**YOUR TASK:** Read the records and gather each line that includes "Крывуліна".
::::
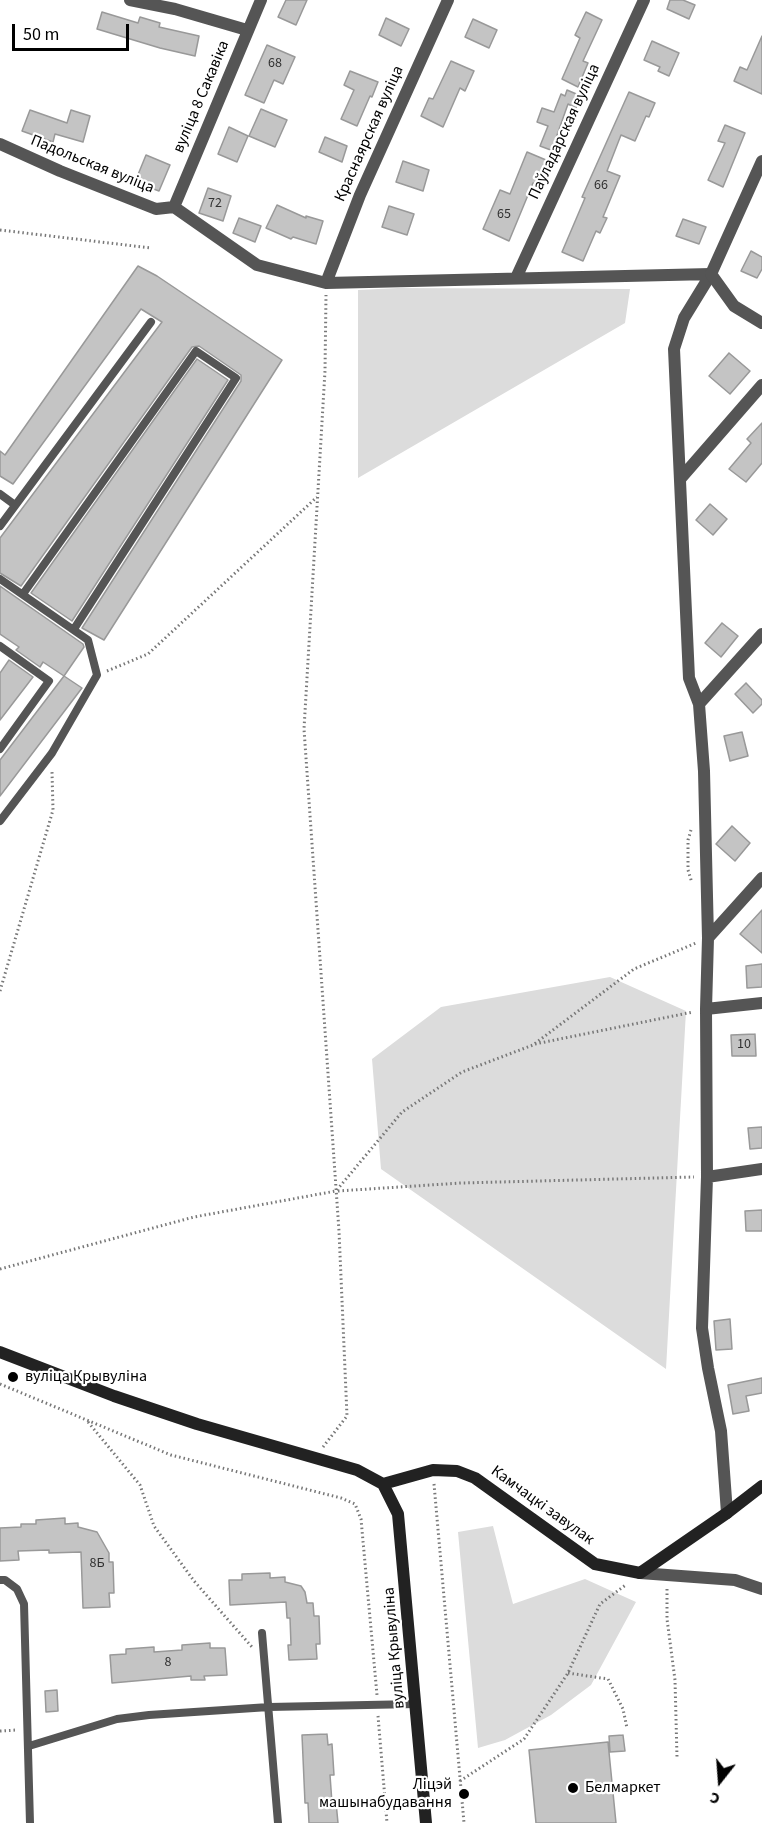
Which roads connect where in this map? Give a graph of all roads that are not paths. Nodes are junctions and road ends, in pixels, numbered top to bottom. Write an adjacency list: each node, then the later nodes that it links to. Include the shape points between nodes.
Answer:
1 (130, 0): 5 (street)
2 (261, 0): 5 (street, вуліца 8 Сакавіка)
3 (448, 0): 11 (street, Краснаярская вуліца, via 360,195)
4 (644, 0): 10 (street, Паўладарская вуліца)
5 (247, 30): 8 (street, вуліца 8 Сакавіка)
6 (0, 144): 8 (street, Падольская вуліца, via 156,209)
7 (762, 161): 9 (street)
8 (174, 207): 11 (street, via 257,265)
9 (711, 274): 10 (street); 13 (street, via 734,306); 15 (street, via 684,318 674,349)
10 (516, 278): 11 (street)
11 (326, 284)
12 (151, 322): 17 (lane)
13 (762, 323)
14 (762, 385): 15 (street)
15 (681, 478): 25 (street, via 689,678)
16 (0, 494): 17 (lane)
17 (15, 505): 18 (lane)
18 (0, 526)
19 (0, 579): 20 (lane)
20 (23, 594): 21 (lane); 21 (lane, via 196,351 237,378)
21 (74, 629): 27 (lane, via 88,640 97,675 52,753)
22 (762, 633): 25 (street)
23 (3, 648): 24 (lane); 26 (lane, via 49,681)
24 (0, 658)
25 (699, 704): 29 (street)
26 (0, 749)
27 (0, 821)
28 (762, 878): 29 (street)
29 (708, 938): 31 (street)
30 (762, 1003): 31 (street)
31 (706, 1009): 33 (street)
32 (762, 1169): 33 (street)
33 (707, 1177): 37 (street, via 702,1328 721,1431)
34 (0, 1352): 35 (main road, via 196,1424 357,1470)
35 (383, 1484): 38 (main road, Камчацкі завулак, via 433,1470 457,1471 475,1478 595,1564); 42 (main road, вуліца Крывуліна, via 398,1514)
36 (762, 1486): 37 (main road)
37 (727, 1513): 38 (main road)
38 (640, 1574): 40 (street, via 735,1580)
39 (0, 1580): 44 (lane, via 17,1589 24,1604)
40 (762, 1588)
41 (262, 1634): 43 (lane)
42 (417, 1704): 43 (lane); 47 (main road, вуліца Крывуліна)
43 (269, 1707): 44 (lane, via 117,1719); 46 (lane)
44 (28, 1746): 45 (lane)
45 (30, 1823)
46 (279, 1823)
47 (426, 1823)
::::
**RESPONSE:**
35 (383, 1484): 38 (main road, Камчацкі завулак, via 433,1470 457,1471 475,1478 595,1564); 42 (main road, вуліца Крывуліна, via 398,1514)
42 (417, 1704): 43 (lane); 47 (main road, вуліца Крывуліна)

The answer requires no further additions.